* _Work required_
Copy the lines below exactly, starting at the one with "Build a routing" and ending at the one with "Please list the", and leave out any picture.

* _Source data_
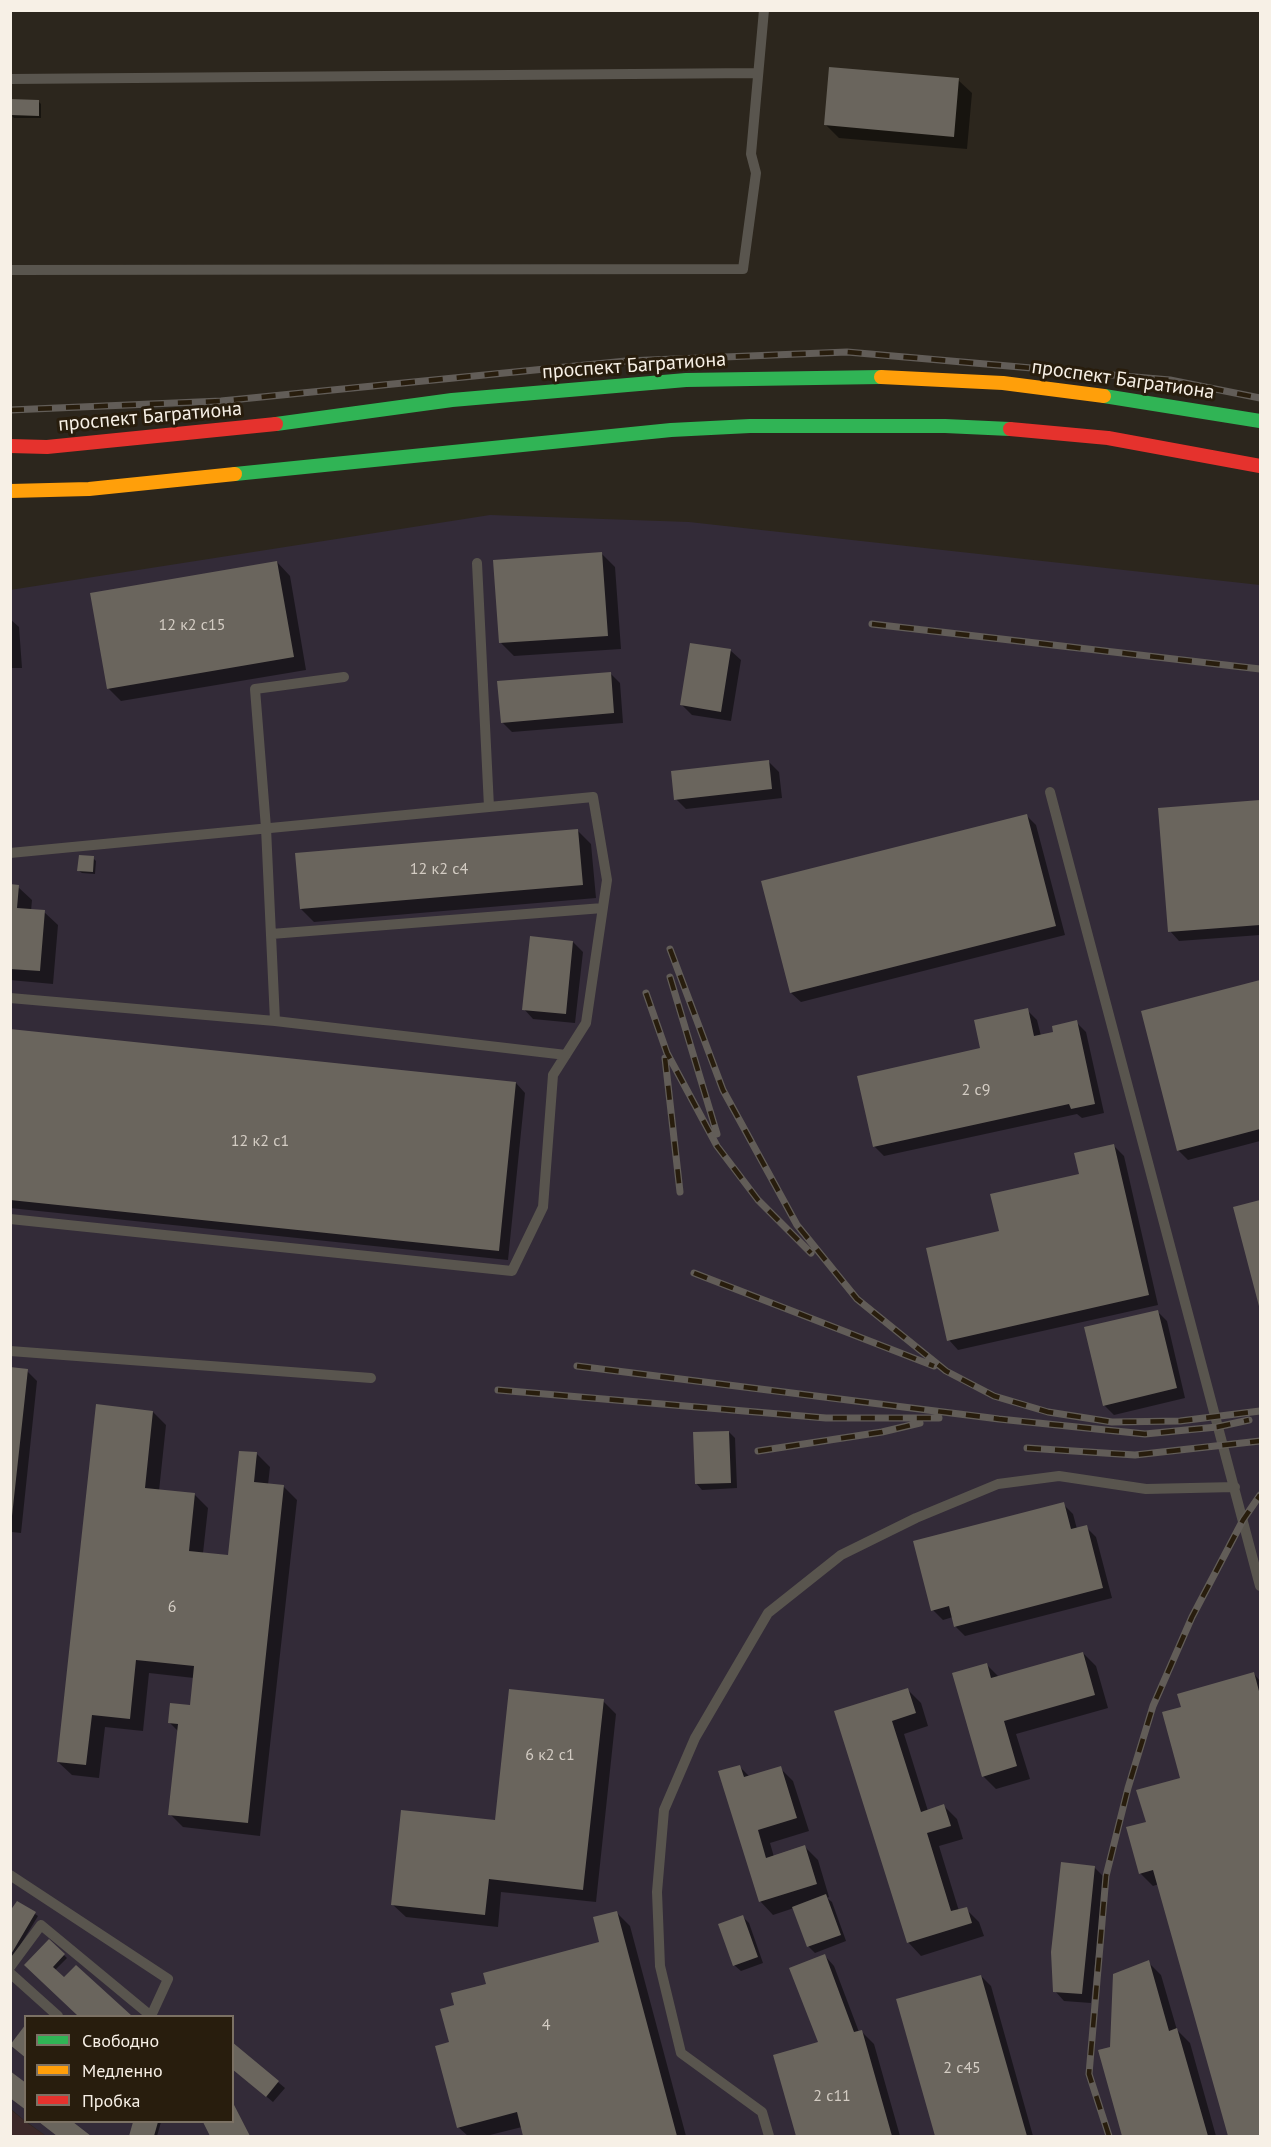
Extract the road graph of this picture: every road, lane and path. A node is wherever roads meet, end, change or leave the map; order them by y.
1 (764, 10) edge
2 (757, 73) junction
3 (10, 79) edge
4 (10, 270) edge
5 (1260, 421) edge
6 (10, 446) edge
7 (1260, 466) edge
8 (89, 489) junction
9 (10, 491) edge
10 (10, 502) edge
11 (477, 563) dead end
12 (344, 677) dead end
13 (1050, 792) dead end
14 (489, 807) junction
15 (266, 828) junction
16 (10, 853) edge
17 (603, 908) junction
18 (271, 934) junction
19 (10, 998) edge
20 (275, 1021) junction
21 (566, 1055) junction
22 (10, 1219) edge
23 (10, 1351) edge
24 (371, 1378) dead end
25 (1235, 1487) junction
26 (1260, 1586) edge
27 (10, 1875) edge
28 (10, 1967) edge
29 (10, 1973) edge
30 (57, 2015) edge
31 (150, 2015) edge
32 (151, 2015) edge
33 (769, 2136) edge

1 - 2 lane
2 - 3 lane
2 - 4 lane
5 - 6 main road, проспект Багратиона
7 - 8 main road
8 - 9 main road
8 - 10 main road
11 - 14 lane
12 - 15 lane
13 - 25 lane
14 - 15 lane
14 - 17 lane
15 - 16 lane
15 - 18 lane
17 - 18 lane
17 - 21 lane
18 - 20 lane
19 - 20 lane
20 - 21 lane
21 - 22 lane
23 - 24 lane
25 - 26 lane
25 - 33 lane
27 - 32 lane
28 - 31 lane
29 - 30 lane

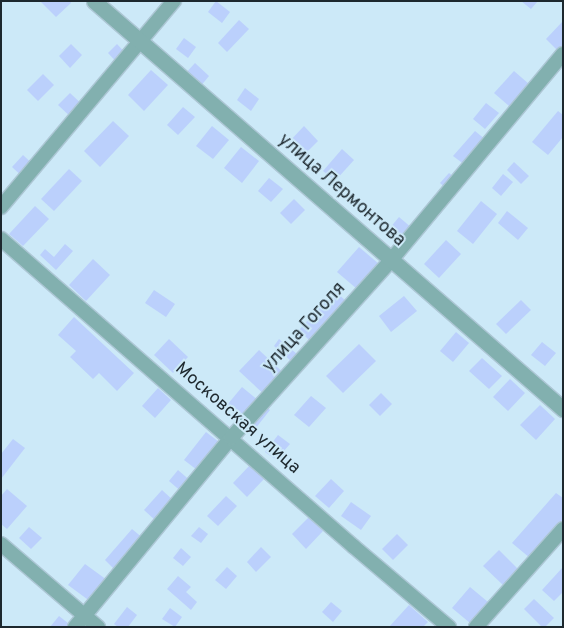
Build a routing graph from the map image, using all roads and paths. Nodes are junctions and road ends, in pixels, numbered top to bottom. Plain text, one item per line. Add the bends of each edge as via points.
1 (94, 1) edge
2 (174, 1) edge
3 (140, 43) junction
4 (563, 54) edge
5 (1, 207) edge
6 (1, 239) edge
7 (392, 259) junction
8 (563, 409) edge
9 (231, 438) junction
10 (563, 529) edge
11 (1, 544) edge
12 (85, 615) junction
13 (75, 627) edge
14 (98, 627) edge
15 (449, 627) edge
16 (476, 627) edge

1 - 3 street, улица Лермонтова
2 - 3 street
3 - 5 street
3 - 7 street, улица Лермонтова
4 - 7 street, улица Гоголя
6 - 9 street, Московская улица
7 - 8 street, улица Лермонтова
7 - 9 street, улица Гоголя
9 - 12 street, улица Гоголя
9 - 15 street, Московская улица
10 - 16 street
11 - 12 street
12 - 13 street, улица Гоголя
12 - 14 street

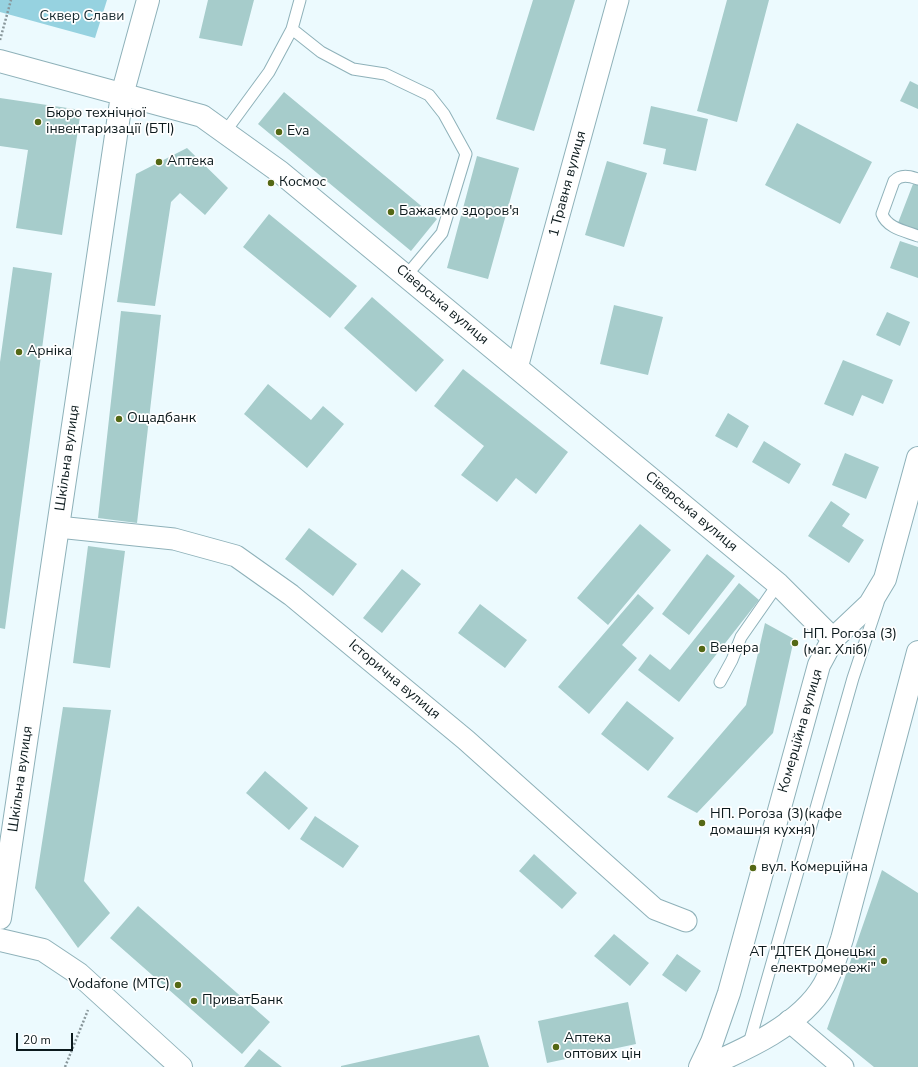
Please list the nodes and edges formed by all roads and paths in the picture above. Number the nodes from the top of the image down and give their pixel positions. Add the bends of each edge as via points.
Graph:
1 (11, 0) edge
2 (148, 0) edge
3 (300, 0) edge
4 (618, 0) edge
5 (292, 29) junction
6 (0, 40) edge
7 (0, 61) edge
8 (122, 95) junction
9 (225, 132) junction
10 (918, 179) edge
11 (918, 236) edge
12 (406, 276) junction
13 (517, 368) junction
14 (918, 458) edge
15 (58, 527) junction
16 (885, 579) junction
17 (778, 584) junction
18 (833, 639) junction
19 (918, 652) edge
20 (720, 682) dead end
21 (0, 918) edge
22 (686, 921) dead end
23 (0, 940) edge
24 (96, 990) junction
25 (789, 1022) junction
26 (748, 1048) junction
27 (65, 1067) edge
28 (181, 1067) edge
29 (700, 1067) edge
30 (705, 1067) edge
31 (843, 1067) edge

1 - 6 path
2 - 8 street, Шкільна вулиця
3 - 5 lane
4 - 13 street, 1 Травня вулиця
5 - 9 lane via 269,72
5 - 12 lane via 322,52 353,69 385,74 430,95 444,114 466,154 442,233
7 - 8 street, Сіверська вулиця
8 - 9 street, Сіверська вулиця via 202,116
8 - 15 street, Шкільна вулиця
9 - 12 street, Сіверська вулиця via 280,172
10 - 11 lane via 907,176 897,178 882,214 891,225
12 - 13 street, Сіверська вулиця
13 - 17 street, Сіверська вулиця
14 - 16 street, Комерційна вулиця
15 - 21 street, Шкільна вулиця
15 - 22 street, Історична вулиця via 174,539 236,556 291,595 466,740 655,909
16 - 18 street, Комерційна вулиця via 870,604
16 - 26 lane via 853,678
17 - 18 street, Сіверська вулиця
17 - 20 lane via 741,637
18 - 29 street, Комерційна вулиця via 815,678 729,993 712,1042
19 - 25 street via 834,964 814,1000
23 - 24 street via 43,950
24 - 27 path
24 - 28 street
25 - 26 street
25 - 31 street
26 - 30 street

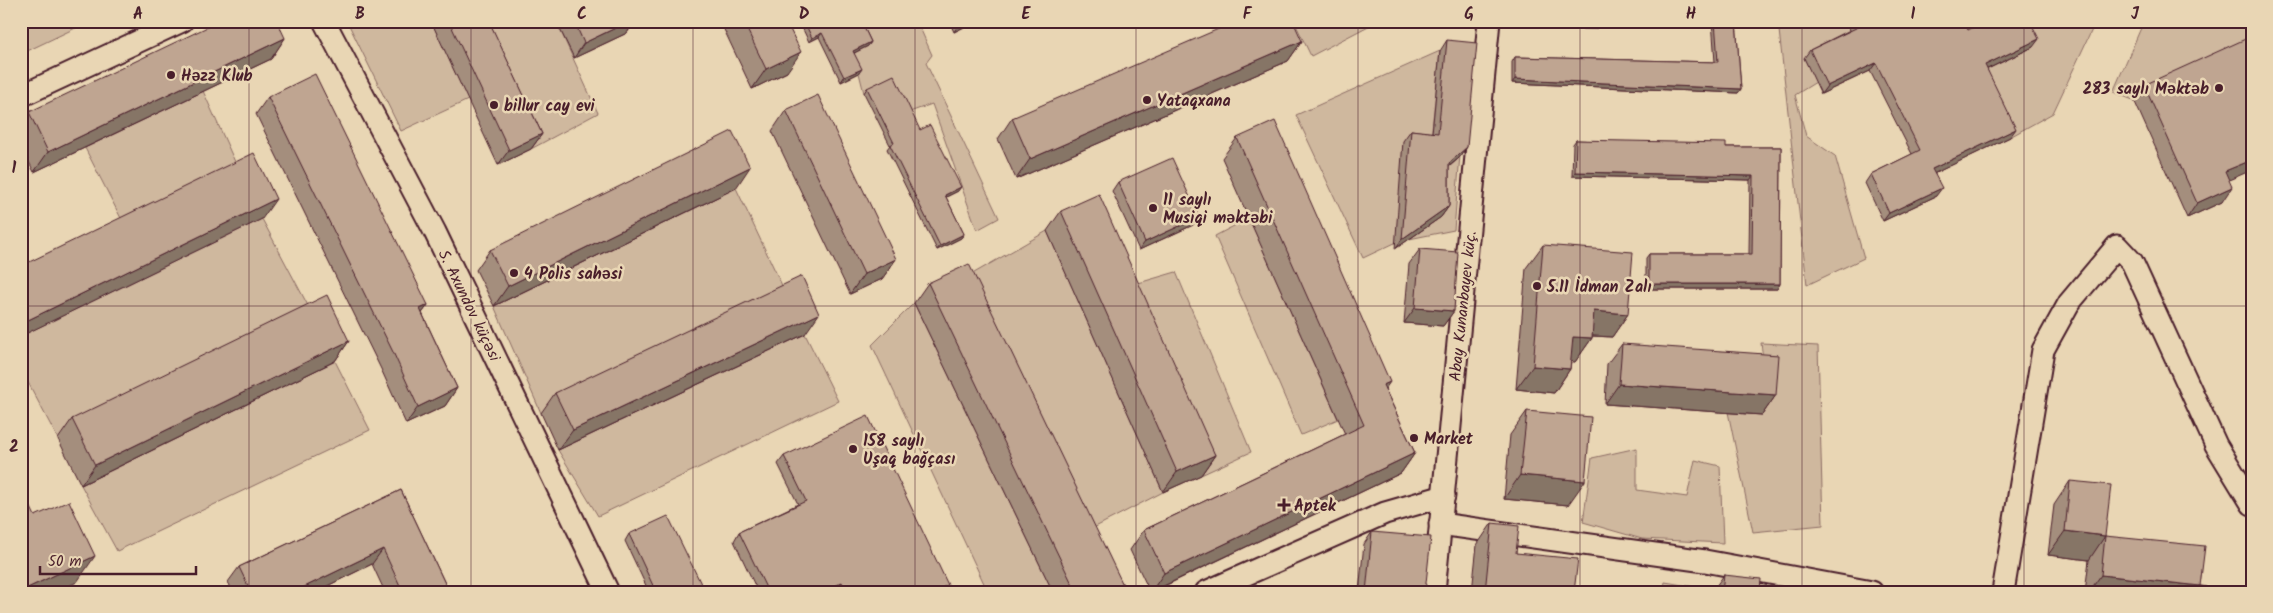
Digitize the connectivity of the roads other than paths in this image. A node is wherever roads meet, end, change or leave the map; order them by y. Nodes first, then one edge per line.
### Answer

* _Solution for this problem_
Build a routing graph from the map image, using all roads and paths. Nodes are junctions and road ends, in pixels, numbered top to bottom. Plain text, one item per line. Add the bends of each edge as via points.
1 (94, 1) edge
2 (174, 1) edge
3 (140, 43) junction
4 (563, 54) edge
5 (1, 207) edge
6 (1, 239) edge
7 (392, 259) junction
8 (563, 409) edge
9 (231, 438) junction
10 (563, 529) edge
11 (1, 544) edge
12 (85, 615) junction
13 (75, 627) edge
14 (98, 627) edge
15 (449, 627) edge
16 (476, 627) edge

1 - 3 street, улица Лермонтова
2 - 3 street
3 - 5 street
3 - 7 street, улица Лермонтова
4 - 7 street, улица Гоголя
6 - 9 street, Московская улица
7 - 8 street, улица Лермонтова
7 - 9 street, улица Гоголя
9 - 12 street, улица Гоголя
9 - 15 street, Московская улица
10 - 16 street
11 - 12 street
12 - 13 street, улица Гоголя
12 - 14 street

Please list the nodes and edges formed by all roads and paths in the picture above. Number the nodes from the top of the image down and give their pixel positions. Add the bends of each edge as via points.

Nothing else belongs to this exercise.